Avoiding Tenant Lawsuits: How to Protect Yourself
Buying a small second home or apartment building to rent out to others can be a great way to generate extra income.
With many tenants, issues usually don’t arise. The job of overseeing their concerns isn’t a typical 9 to 5 schedule, giving you flexibility.
While you can have flexibility, renting out a property comes with responsibilities.
Many tenants can threaten legal action if their expectations are not met.
Don’t let it get that far.
If you’re renting property out to someone, be sure to follow these guidelines to avoid potential threats of litigation.
Know Your Local Laws
If you’re renting a property, it’s important to know what rights your tenants have, as well as what rights you have as their landlord. Housing laws vary by state, so be sure to do your research before renting out living space to anyone.
As you interview potential tenants, be sure to share your expectations as well. When you and your tenants know ahead of time what’s expected of each party, it makes everything easier in the long run.
Keep Your Property Safe and Clean
You are responsible for any living space you own, even if you rent it to someone else.
Renting out a property that is dangerous to someone’s health or well-being can lead to legal trouble. No one wants to live anywhere that’s built with rotting wood or other dangerous materials. Stay up to date on the condition of your property to quickly fix any problems.
Be There for Your Tenants
In addition to the point above, solve any issues the property may have immediately.
If your tenant needs something, such as a leaking pipe repaired or a new railing for stairs, give them an immediate response. Make sure they have multiple, easy ways to contact you, such as phone and email, and be responsive.
When they voice a concern, set a time to inspect the issue and stick to it. When you present yourself as concerned and actively listening, you appear more reasonable and they have less reason to take legal action.
Treat your Tenant with Respect, Fairness, and Firm Guidelines
There’s two important things to remember above all when you rent to someone. The first is that before you hand anyone the keys to your property, have your terms laid out explicitly for them. If they sign any paperwork agreeing to your terms, such as due dates on rent or if you don’t allow pets to live with them, you have the right to enforce those guidelines.
Being vague and making up rules arbitrarily during a lease helps no one.
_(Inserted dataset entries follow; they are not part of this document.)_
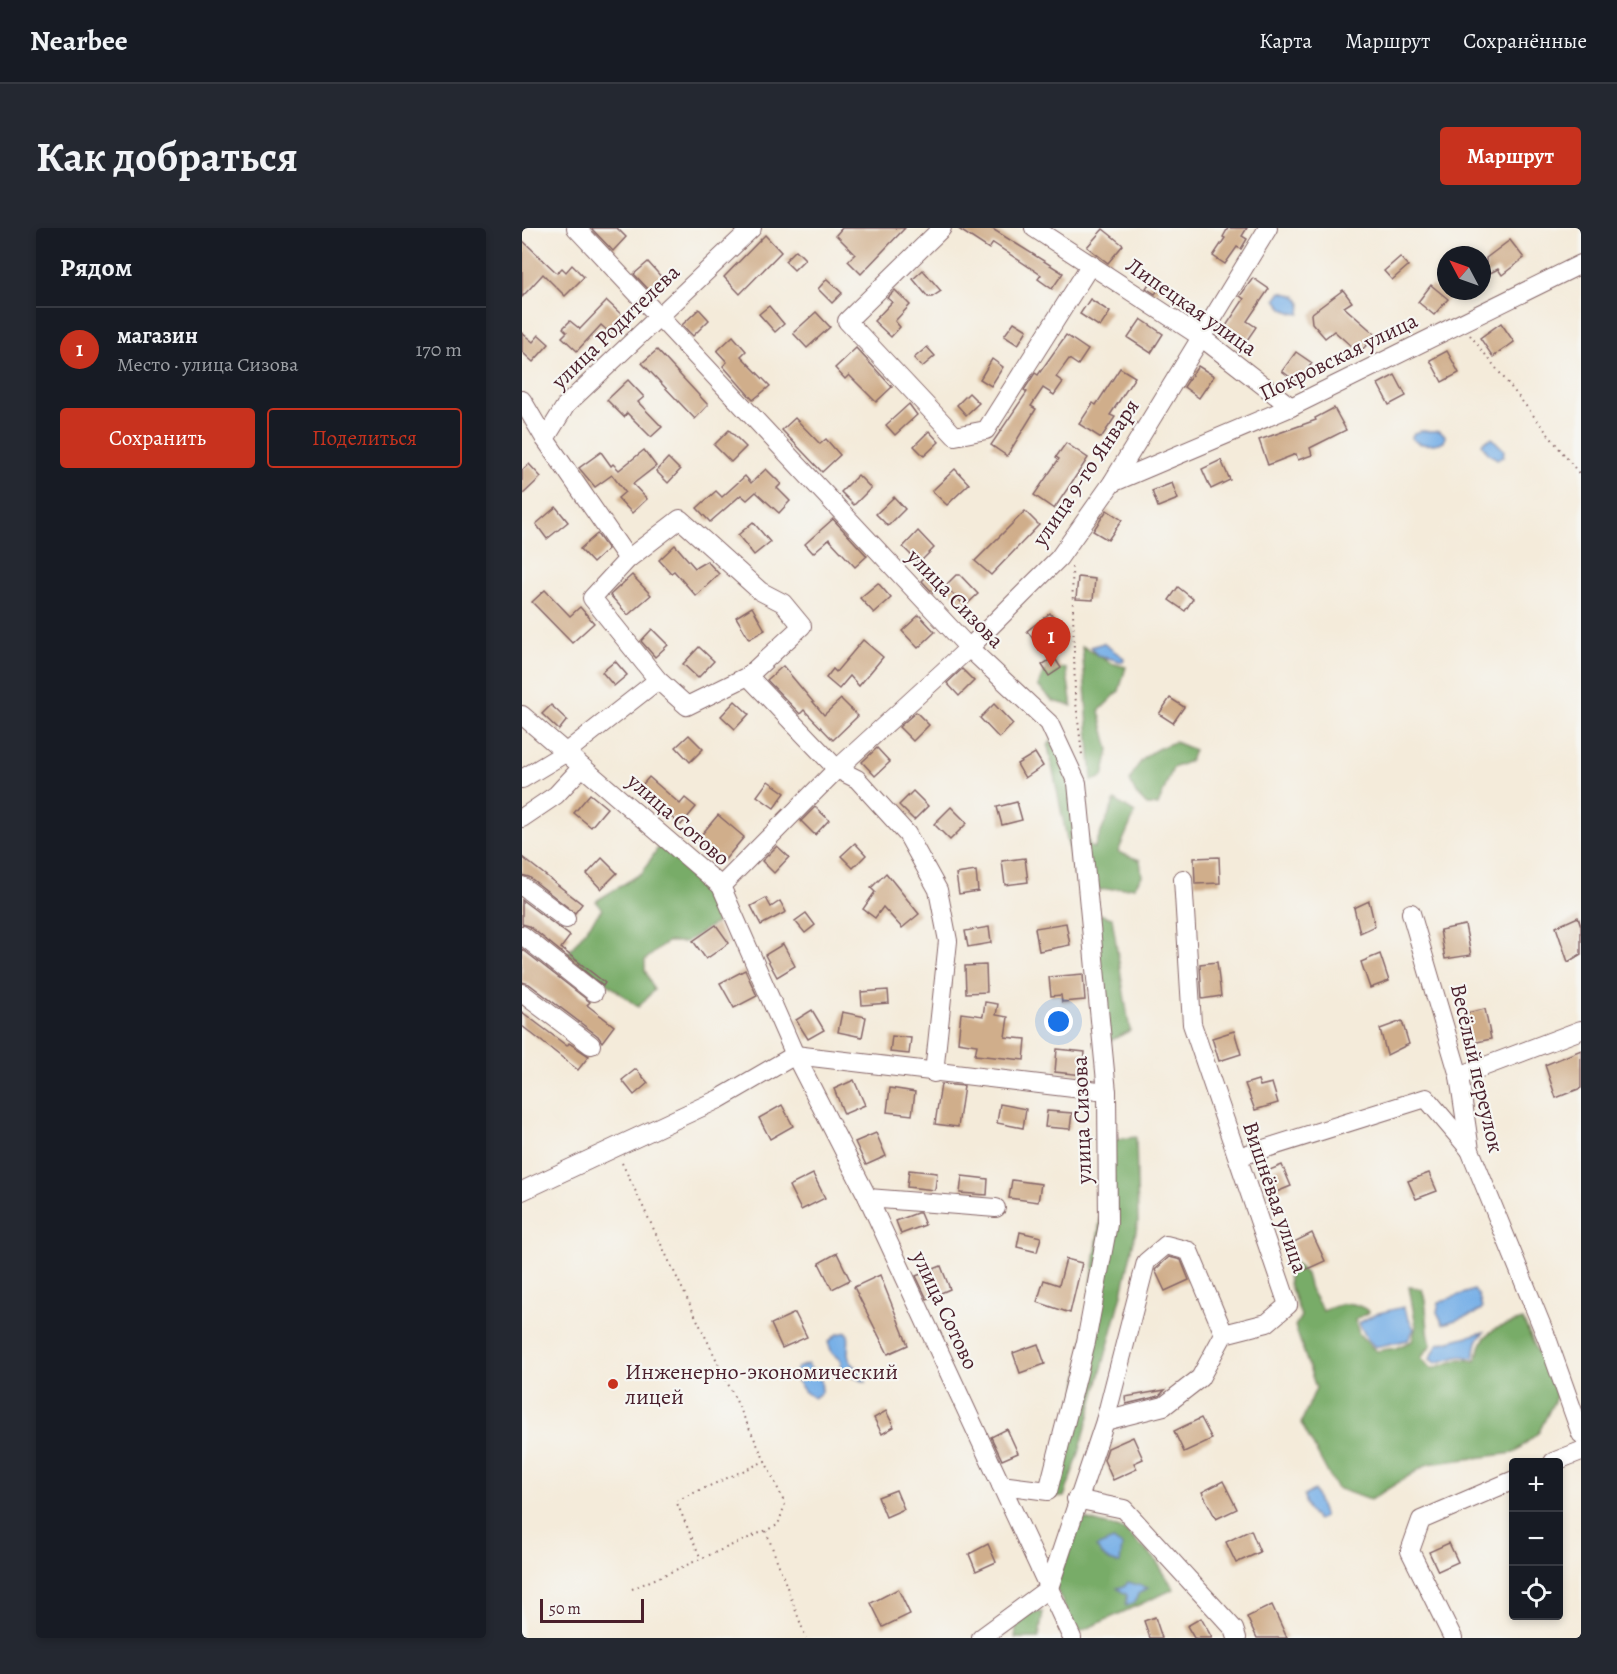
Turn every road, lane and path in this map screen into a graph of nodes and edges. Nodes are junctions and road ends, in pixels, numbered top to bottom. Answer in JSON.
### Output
{"nodes":[{"id":1,"x":576,"y":228,"type":"edge"},
{"id":2,"x":752,"y":228,"type":"edge"},
{"id":3,"x":942,"y":228,"type":"edge"},
{"id":4,"x":1034,"y":228,"type":"edge"},
{"id":5,"x":1268,"y":228,"type":"edge"},
{"id":6,"x":1090,"y":264,"type":"junction"},
{"id":7,"x":1581,"y":264,"type":"edge"},
{"id":8,"x":659,"y":316,"type":"junction"},
{"id":9,"x":1461,"y":323,"type":"junction"},
{"id":10,"x":1201,"y":337,"type":"junction"},
{"id":11,"x":522,"y":400,"type":"edge"},
{"id":12,"x":1291,"y":407,"type":"junction"},
{"id":13,"x":545,"y":439,"type":"junction"},
{"id":14,"x":1581,"y":476,"type":"edge"},
{"id":15,"x":1112,"y":483,"type":"junction"},
{"id":16,"x":628,"y":559,"type":"junction"},
{"id":17,"x":1072,"y":564,"type":"dead end"},
{"id":18,"x":969,"y":648,"type":"junction"},
{"id":19,"x":748,"y":676,"type":"junction"},
{"id":20,"x":658,"y":680,"type":"junction"},
{"id":21,"x":522,"y":715,"type":"edge"},
{"id":22,"x":565,"y":753,"type":"junction"},
{"id":23,"x":1083,"y":760,"type":"dead end"},
{"id":24,"x":582,"y":767,"type":"junction"},
{"id":25,"x":837,"y":769,"type":"junction"},
{"id":26,"x":522,"y":779,"type":"edge"},
{"id":27,"x":522,"y":818,"type":"edge"},
{"id":28,"x":1183,"y":879,"type":"dead end"},
{"id":29,"x":522,"y":886,"type":"edge"},
{"id":30,"x":721,"y":886,"type":"junction"},
{"id":31,"x":1411,"y":914,"type":"dead end"},
{"id":32,"x":566,"y":919,"type":"dead end"},
{"id":33,"x":522,"y":935,"type":"edge"},
{"id":34,"x":594,"y":992,"type":"dead end"},
{"id":35,"x":522,"y":993,"type":"edge"},
{"id":36,"x":1581,"y":1030,"type":"edge"},
{"id":37,"x":591,"y":1045,"type":"dead end"},
{"id":38,"x":795,"y":1055,"type":"junction"},
{"id":39,"x":934,"y":1073,"type":"junction"},
{"id":40,"x":1459,"y":1076,"type":"junction"},
{"id":41,"x":1107,"y":1092,"type":"junction"},
{"id":42,"x":1470,"y":1150,"type":"junction"},
{"id":43,"x":611,"y":1151,"type":"junction"},
{"id":44,"x":1238,"y":1157,"type":"junction"},
{"id":45,"x":522,"y":1191,"type":"edge"},
{"id":46,"x":868,"y":1198,"type":"junction"},
{"id":47,"x":996,"y":1208,"type":"dead end"},
{"id":48,"x":1224,"y":1334,"type":"junction"},
{"id":49,"x":1104,"y":1421,"type":"junction"},
{"id":50,"x":1581,"y":1434,"type":"edge"},
{"id":51,"x":1581,"y":1451,"type":"edge"},
{"id":52,"x":1563,"y":1458,"type":"edge"},
{"id":53,"x":765,"y":1461,"type":"junction"},
{"id":54,"x":1509,"y":1482,"type":"edge"},
{"id":55,"x":1001,"y":1485,"type":"junction"},
{"id":56,"x":1076,"y":1499,"type":"junction"},
{"id":57,"x":766,"y":1530,"type":"junction"},
{"id":58,"x":701,"y":1558,"type":"junction"},
{"id":59,"x":1049,"y":1588,"type":"junction"},
{"id":60,"x":632,"y":1589,"type":"dead end"},
{"id":61,"x":986,"y":1635,"type":"edge"},
{"id":62,"x":806,"y":1638,"type":"edge"},
{"id":63,"x":1072,"y":1638,"type":"edge"},
{"id":64,"x":1238,"y":1638,"type":"edge"},
{"id":65,"x":1453,"y":1638,"type":"edge"}],
"edges":[{"from":1,"to":8,"type":"street","name":"улица Сизова"},
{"from":2,"to":8,"type":"street","name":"улица Родителева"},
{"from":3,"to":6,"type":"street"},
{"from":4,"to":6,"type":"street","name":"Липецкая улица"},
{"from":5,"to":10,"type":"street","name":"улица 9-го Января"},
{"from":6,"to":10,"type":"street","name":"Липецкая улица"},
{"from":7,"to":9,"type":"street","name":"Покровская улица"},
{"from":8,"to":13,"type":"street","name":"улица Родителева"},
{"from":8,"to":18,"type":"street","name":"улица Сизова"},
{"from":9,"to":12,"type":"street","name":"Покровская улица"},
{"from":9,"to":14,"type":"path"},
{"from":10,"to":12,"type":"street","name":"Липецкая улица"},
{"from":10,"to":15,"type":"street","name":"улица 9-го Января"},
{"from":11,"to":13,"type":"street"},
{"from":12,"to":15,"type":"street","name":"Покровская улица"},
{"from":13,"to":16,"type":"street"},
{"from":15,"to":18,"type":"street","name":"улица 9-го Января"},
{"from":16,"to":19,"type":"street"},
{"from":16,"to":20,"type":"street"},
{"from":17,"to":23,"type":"path"},
{"from":18,"to":25,"type":"street","name":"улица 9-го Января"},
{"from":18,"to":41,"type":"street","name":"улица Сизова"},
{"from":19,"to":20,"type":"street"},
{"from":19,"to":25,"type":"street"},
{"from":20,"to":22,"type":"street"},
{"from":21,"to":22,"type":"street","name":"улица Сотово"},
{"from":22,"to":24,"type":"street","name":"улица Сотово"},
{"from":22,"to":26,"type":"street"},
{"from":24,"to":27,"type":"street"},
{"from":24,"to":30,"type":"street","name":"улица Сотово"},
{"from":25,"to":30,"type":"street","name":"улица 9-го Января"},
{"from":25,"to":39,"type":"street"},
{"from":28,"to":44,"type":"street","name":"Вишнёвая улица"},
{"from":29,"to":32,"type":"street"},
{"from":30,"to":38,"type":"street","name":"улица Сотово"},
{"from":31,"to":40,"type":"street","name":"Весёлый переулок"},
{"from":33,"to":34,"type":"street"},
{"from":35,"to":37,"type":"street"},
{"from":36,"to":40,"type":"street"},
{"from":38,"to":39,"type":"street"},
{"from":38,"to":43,"type":"street"},
{"from":38,"to":46,"type":"street","name":"улица Сотово"},
{"from":39,"to":41,"type":"street"},
{"from":40,"to":42,"type":"street","name":"Весёлый переулок"},
{"from":41,"to":55,"type":"street","name":"улица Сизова"},
{"from":42,"to":44,"type":"street"},
{"from":42,"to":50,"type":"street","name":"Весёлый переулок"},
{"from":43,"to":45,"type":"street"},
{"from":43,"to":53,"type":"path"},
{"from":44,"to":48,"type":"street","name":"Вишнёвая улица"},
{"from":46,"to":47,"type":"street"},
{"from":46,"to":55,"type":"street","name":"улица Сотово"},
{"from":48,"to":49,"type":"street"},
{"from":48,"to":49,"type":"street"},
{"from":49,"to":56,"type":"street"},
{"from":51,"to":52,"type":"street"},
{"from":53,"to":57,"type":"path"},
{"from":53,"to":58,"type":"path"},
{"from":54,"to":65,"type":"street"},
{"from":55,"to":59,"type":"street","name":"улица Сотово"},
{"from":56,"to":59,"type":"street"},
{"from":56,"to":64,"type":"street"},
{"from":57,"to":58,"type":"path"},
{"from":57,"to":62,"type":"path"},
{"from":58,"to":60,"type":"path"},
{"from":59,"to":61,"type":"street"},
{"from":59,"to":63,"type":"street","name":"улица Сотово"}]}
The second thing to remember is that your tenants are people. If you have an issue that needs to be resolved, talk to them. Most people are reasonable enough that they can talk calmly about an issue and resolve it early on. Additionally, if you have multiple tenants, be sure to treat everyone fairly. Denying one tenant leeway or perks that you gave another can lead to discrimination charges.
When it comes to issues that arise between you and your renters, most are small and easily avoidable. With some simple pre-planning and communication, you can address any issues and potentially avoid a visit to the courtroom.